Over the last decade, the dramatic rise of deep learning has led to stunning transformations in dozens of industries. It has powered our pursuit of self-driving cars, fundamentally changed the way we interact with our devices, and reinvented our approach to cybersecurity. In health care, however, despite many studies showing its promise for detecting and diagnosing diseases, progress in using deep learning to help real patients has been tantalizingly slow.

Current state-of-the-art algorithms require immense amounts of data to learn—in most cases, the more data the better. Hospitals and research institutions need to combine their data reserves if they want a pool of data that is large and diverse enough to be useful. But especially in the US and the UK, the idea of centralizing reams of sensitive medical information in the hands of tech companies has repeatedly—and unsurprisingly—proved intensely unpopular.

As a result, research on diagnostic uses of AI has stayed narrow in scope and applicability. You can’t deploy a breast cancer detection model around the world when it’s only been trained on a few thousand patients from the same hospital.

All this could change with federated learning. The technique can train a model using data stored at multiple different hospitals without that data ever leaving a hospital’s premises or touching a tech company’s servers. It does this by first training separate models at each hospital with the local data available and then sending those models to a central server to be combined into a master model. As each hospital acquires more data over time, it can download the latest master model, update it with the new data, and send it back to the central server. Throughout the process, raw data is never exchanged—only the models, which cannot be reverse-engineered to reveal that data.
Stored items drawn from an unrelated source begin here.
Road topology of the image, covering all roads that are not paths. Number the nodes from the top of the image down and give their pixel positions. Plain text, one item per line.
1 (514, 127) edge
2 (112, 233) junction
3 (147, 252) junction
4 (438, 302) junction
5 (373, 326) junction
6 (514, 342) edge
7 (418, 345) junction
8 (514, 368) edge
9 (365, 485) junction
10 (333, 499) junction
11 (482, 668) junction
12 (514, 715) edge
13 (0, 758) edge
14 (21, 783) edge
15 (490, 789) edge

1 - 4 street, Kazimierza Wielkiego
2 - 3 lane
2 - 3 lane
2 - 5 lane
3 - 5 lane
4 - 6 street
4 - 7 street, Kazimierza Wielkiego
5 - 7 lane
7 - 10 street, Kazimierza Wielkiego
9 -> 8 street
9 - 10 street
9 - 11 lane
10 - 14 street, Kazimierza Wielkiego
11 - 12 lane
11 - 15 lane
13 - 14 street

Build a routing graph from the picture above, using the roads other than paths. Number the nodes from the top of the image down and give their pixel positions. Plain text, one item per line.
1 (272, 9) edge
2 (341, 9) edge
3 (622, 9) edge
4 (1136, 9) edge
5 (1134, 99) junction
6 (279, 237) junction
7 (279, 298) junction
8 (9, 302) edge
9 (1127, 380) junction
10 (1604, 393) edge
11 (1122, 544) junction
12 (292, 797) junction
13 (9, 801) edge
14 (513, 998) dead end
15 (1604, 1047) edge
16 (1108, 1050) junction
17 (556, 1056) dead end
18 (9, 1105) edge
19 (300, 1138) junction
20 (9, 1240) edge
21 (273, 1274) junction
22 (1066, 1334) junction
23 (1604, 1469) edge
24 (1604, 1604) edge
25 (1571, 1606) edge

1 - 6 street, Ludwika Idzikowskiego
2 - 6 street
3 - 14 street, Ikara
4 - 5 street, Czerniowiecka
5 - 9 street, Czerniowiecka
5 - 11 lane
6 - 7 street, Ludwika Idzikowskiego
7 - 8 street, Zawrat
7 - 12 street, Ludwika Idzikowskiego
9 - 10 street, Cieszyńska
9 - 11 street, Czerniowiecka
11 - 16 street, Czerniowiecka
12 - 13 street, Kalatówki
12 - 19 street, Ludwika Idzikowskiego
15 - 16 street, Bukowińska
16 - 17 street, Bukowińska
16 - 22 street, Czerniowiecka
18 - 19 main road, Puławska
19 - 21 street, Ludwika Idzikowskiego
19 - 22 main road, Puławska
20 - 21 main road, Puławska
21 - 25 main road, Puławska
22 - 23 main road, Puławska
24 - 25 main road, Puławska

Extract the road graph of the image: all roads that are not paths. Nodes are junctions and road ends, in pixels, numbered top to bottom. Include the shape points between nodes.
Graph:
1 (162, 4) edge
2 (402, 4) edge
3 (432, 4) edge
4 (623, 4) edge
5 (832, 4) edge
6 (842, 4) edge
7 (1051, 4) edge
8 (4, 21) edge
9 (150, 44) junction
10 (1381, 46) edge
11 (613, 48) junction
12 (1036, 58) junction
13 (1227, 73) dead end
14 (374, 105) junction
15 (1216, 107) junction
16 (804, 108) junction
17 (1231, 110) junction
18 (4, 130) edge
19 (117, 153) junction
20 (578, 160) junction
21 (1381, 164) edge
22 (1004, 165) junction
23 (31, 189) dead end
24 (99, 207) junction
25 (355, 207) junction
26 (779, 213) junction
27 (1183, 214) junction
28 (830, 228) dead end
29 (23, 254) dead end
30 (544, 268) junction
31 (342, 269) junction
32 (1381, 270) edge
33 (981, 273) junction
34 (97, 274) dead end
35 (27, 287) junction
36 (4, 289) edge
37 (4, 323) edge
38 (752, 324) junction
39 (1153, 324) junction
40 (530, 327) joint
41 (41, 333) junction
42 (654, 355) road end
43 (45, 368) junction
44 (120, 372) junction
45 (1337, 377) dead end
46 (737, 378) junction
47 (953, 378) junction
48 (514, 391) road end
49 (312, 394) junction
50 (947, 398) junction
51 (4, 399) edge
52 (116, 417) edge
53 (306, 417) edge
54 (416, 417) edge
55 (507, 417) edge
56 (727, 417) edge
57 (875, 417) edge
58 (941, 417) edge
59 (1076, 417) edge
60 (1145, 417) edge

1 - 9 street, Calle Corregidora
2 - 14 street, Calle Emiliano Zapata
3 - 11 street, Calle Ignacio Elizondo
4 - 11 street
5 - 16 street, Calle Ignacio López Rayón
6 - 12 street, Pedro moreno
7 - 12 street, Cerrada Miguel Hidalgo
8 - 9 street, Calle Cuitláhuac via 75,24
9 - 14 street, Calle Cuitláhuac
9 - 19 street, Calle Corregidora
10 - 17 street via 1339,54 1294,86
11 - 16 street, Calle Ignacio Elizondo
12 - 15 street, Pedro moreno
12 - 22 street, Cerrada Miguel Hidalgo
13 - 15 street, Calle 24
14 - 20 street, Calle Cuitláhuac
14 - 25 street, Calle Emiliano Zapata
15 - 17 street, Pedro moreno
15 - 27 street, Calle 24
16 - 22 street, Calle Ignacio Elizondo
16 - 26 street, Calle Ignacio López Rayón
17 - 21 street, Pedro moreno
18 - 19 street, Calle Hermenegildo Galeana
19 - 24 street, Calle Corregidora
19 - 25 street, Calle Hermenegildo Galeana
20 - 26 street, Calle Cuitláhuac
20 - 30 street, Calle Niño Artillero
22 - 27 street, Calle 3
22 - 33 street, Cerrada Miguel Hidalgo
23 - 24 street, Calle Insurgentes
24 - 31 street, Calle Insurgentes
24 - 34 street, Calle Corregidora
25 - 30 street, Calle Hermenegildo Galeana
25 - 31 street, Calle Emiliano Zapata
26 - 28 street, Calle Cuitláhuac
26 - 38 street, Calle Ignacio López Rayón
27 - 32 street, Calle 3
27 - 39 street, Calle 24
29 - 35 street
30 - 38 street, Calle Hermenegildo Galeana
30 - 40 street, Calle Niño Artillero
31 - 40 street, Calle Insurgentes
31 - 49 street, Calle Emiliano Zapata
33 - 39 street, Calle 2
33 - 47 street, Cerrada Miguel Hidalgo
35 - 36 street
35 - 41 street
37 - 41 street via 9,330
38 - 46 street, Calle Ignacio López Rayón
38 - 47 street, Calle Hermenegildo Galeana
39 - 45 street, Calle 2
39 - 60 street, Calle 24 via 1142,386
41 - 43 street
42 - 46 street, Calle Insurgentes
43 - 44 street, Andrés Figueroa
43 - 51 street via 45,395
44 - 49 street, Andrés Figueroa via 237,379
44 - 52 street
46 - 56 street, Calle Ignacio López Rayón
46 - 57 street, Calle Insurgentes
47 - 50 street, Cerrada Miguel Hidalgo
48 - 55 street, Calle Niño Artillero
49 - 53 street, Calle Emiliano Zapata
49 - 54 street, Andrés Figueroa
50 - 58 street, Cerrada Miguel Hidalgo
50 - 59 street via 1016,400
There are some challenges to federated learning. For one, combining separate models risks creating a master model that’s actually worse than each of its parts. Researchers are now working on refining existing techniques to make sure that doesn’t happen, says Raskar. For another, federated learning requires every hospital to have the infrastructure and personnel capabilities for training machine-learning models. There’s also friction in standardizing data collection across all hospitals. But these challenges aren’t insurmountable, says Raskar: “More work needs to be done, but it’s mostly Band-Aid work.”

In fact, other privacy-first distributed learning techniques have since cropped up in response to these challenges. Raskar and his students, for example, recently invented one called split learning. As in federated learning, each hospital starts by training separate models, but they only train it halfway. The half-baked models are then sent to the central server to be combined and finish training. The main benefit is that this would alleviate some of the computational burden on the hospitals. The technique is still mainly a proof of concept, but in early testing, Raskar's research team showed that it created a master model nearly as accurate as it would be if it were trained on a centralized pool of data.

A handful of companies, including IBM Research, are now working on using federated learning to advance real-world AI applications for health care. Owkin, a Paris-based startup backed by Google Ventures, is also using it to predict patients’ resistance to different treatments and drugs, as well as their survival rates with certain diseases. The company is working with several cancer research centers in the US and Europe to utilize their data for its models. The collaborations have already resulted in a forthcoming research paper, the founders say, on a new model that predicts survival odds for a rare form of cancer on the basis of a patient’s pathology images. The paper will take a major step toward validating the benefits of this technique in a real-world setting.

“I’m really excited,” says Owkin cofounder Thomas Clozel, a clinical research doctor. “The biggest barrier in oncology today is knowledge. It’s really amazing that we now have the power to extract that knowledge and make medical breakthrough discoveries.”

Raskar believes the applications of distributed learning could also extend far beyond health care to any industry where people don’t want to share their data. “In distributed, trustless environments, this is going to be very, very powerful in the future,” he says.